Nonostante ci si guadagni da vivere facendo altro, io e il consorte siamo gente di scienza. Io sono un chimico industriale, lui un ingegnere informatico. Entrambi abbiamo fatto un liceo scientifico improntato sulla sperimentazione e sul metodo scientifico. Per la nostra formazione, crediamo profondamente nella ricerca e, per noi, se la scienza, quella ufficiale, dice che è meglio vaccinare i bambini, pur mantenendo le vaccinazioni infantili facoltative, per noi è ovvio che i nostri figli debbano essere vaccinati. E lo sappiamo che non è una passeggiata, perché le notti post-vaccino sono le uniche in cui abbiamo tenuto Marco a dormire in camera nostra. Per controllarlo. Per vedere se reagiva con la febbre. Per sentire ogni suo singolo movimento. Un vaccino non è una passeggiata, ma una salvaguardia: per mio figlio e per tutti i bambini che gli stanno intorno. Perché la vaccinazione di massa protegge la comunità, dove per comunità non si intendono i figli di coloro che “fanno i furbi” e non vaccinano, ma i piccolissimi, ancora in età pre-vaccino. E i bimbi immunodepressi, che invece non possono proprio essere vaccinati. Con un bimbo piccolo, alla fine, basta aspettare. Sperare, pregare, pazientare e dopo fargli fare i suoi vaccini e amen. Avere un figlio immunodepresso vuol dire avere un figlio malato, un figlio cui un vaccino potrebbe davvero essere letale. Ecco, quei genitori non solo devono avere la sofferenza nel cuore per la malattia del proprio figlio, ma anche il terrore che un bimbo non vaccinato possa attaccare una malattia al loro bimbo, una malattia che, ripeto, per il proprio figlio potrebbe essere letale.

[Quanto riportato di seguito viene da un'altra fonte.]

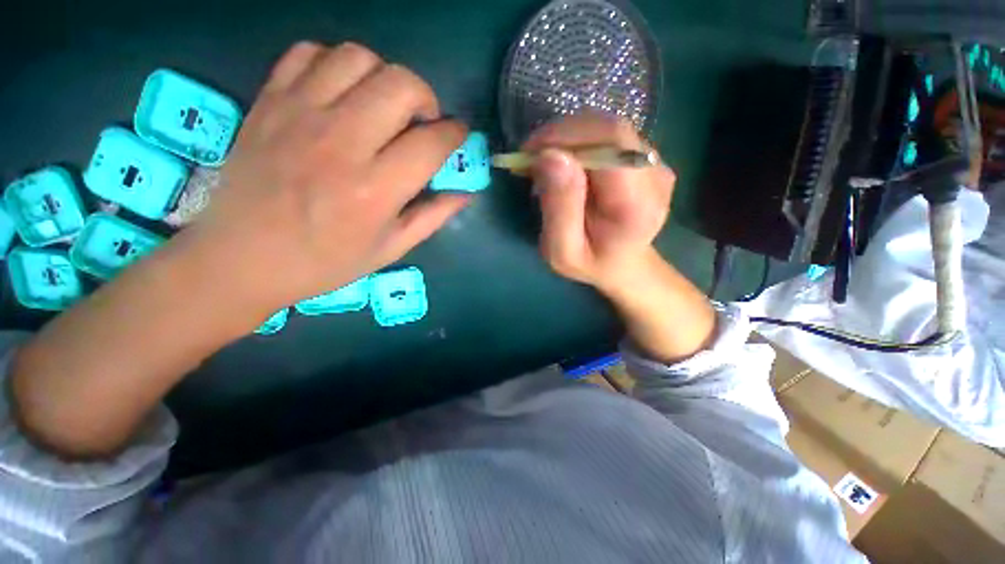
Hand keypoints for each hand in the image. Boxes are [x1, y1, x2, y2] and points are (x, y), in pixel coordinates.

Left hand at [181, 42, 468, 318]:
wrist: (241, 258)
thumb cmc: (325, 261)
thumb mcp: (391, 249)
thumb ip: (433, 217)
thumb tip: (465, 193)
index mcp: (376, 189)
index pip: (432, 142)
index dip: (455, 134)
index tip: (457, 135)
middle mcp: (342, 143)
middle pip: (401, 84)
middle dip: (426, 98)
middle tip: (422, 121)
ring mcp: (300, 115)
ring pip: (359, 58)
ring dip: (383, 77)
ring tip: (382, 105)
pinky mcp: (269, 101)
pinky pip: (309, 53)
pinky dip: (334, 64)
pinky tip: (340, 93)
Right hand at [523, 113, 674, 295]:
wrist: (622, 264)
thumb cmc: (590, 263)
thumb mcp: (563, 250)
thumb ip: (559, 208)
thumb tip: (549, 156)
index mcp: (638, 204)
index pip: (611, 143)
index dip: (567, 137)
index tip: (530, 153)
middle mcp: (656, 175)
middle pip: (610, 130)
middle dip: (563, 135)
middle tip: (531, 157)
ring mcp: (656, 163)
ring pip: (607, 129)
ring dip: (568, 139)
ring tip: (544, 163)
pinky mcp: (646, 158)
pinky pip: (609, 137)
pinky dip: (579, 143)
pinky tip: (565, 165)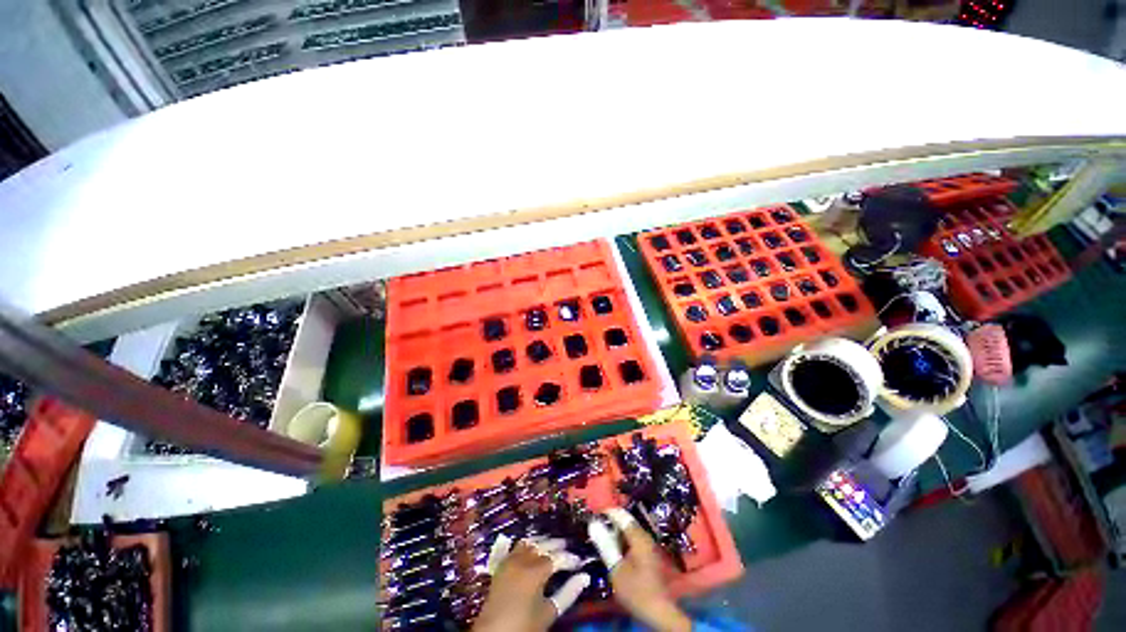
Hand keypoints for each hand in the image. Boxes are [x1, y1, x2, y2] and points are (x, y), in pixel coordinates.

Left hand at [472, 537, 589, 631]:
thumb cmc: (524, 626)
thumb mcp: (549, 612)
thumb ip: (568, 593)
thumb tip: (585, 577)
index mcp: (536, 572)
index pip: (558, 558)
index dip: (570, 558)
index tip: (579, 562)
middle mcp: (523, 560)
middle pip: (544, 546)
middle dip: (557, 546)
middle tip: (568, 548)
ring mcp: (511, 560)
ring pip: (530, 542)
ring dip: (542, 542)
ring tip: (552, 545)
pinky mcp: (502, 564)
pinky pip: (517, 546)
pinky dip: (528, 543)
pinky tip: (533, 547)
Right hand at [589, 508, 692, 631]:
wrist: (658, 612)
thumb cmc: (636, 590)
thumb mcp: (616, 568)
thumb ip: (605, 544)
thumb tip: (593, 524)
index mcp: (639, 537)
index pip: (622, 515)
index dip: (607, 512)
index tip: (594, 515)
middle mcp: (645, 537)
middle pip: (626, 522)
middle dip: (611, 522)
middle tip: (595, 527)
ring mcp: (648, 546)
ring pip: (629, 531)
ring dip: (616, 532)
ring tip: (601, 537)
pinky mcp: (648, 555)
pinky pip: (633, 540)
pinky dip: (622, 540)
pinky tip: (613, 549)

Ma veniamo ai viaggi, perché qui si parla di quelli e perché, com’è mio solito, devo sdrammatizzare la questione, altrimenti mi va il sangue al cervello e non partorisco nemmeno tra un mese. Ho diverse amiche che vivono all’estero e che hanno fatto nascere i propri figli fuori dall’Italia. Alla domanda <<Quando venite in Italia?>>, ho sempre sentito seguire la stessa risposta: <<Appena possiamo veccinare la creatura>>. Sì, perché far viaggiare un bambino piccolissimo, ma anche piccolo, senza vaccinazioni, su un aereo o un treno è letteralmente folle. È giocare col proprio figlio alla roulette russa.

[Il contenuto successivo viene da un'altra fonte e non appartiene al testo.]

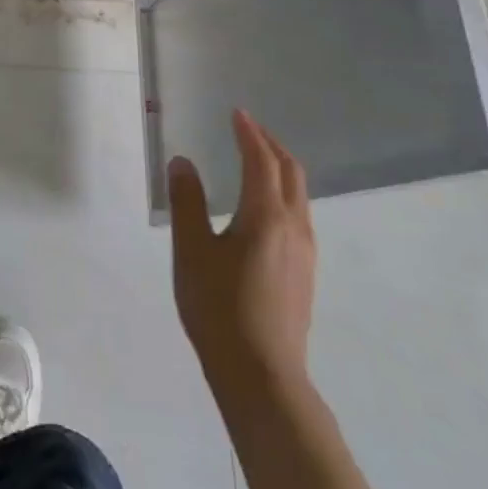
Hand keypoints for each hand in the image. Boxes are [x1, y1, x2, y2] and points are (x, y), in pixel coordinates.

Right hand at [168, 109, 315, 405]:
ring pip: (299, 196)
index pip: (261, 161)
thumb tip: (183, 162)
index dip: (249, 134)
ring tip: (256, 161)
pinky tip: (263, 208)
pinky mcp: (304, 273)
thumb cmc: (219, 307)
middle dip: (271, 145)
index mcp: (266, 216)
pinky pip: (298, 216)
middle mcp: (294, 228)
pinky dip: (282, 193)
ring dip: (279, 169)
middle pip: (290, 173)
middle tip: (248, 129)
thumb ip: (187, 202)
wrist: (262, 374)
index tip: (237, 113)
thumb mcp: (192, 250)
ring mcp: (304, 253)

Cari genitori antivaccino, volete che i vostri figli non conoscano il mondo? Volete caricarli su di un aereo per girare un pezzetto di mondo quando ormai sono adolescenti e, magari, con voi non ci vogliono più stare? Marco ha quattro anni e la scorsa domenica, in piazza del duomo, dove non andavamo forse da prima dell’estate, mi ha chiesto <<di questa piazza>>. Non potete immaginare la mia soddisfazione, gioia, emozione: ho subito iniziato a spiegargliela, a raccontargli del perché è chiamata “Piazza dei Miracoli” ed ho scoperto un bambino curioso ed attento, con tanta voglia di imparare e di conoscere. Mi sono ripromessa che appena Giacomo ci farà dormire, riprenderemo i nostri viaggi, brevi o lunghi, perché se un figlio è piccino “e non capisce”, l’altro capisce e si ricorda eccome, adesso.

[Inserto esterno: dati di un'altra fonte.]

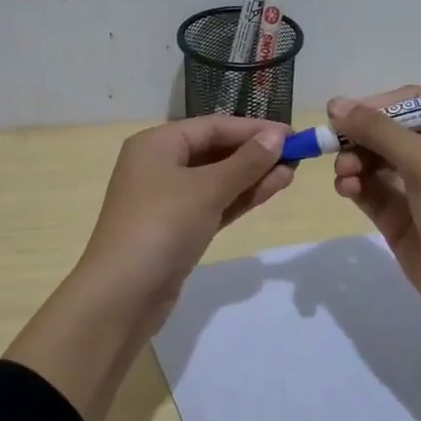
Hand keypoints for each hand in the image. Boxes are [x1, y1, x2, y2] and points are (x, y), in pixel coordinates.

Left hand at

Ragazzi, viaggiare apre la mente. Se non trovate un’ altra motivazione per vaccinare i vostri figli, se dei figli piccolissimi o immunodepressi degli altri non ve ne frega nulla e pensate solo al bene (che poi bene non è) dei vostri, almeno pensate a dar loro delle aspettative, a farli crescere come cittadini del mondo. A farli viaggiare. E per viaggiare, servono le vaccinazioni!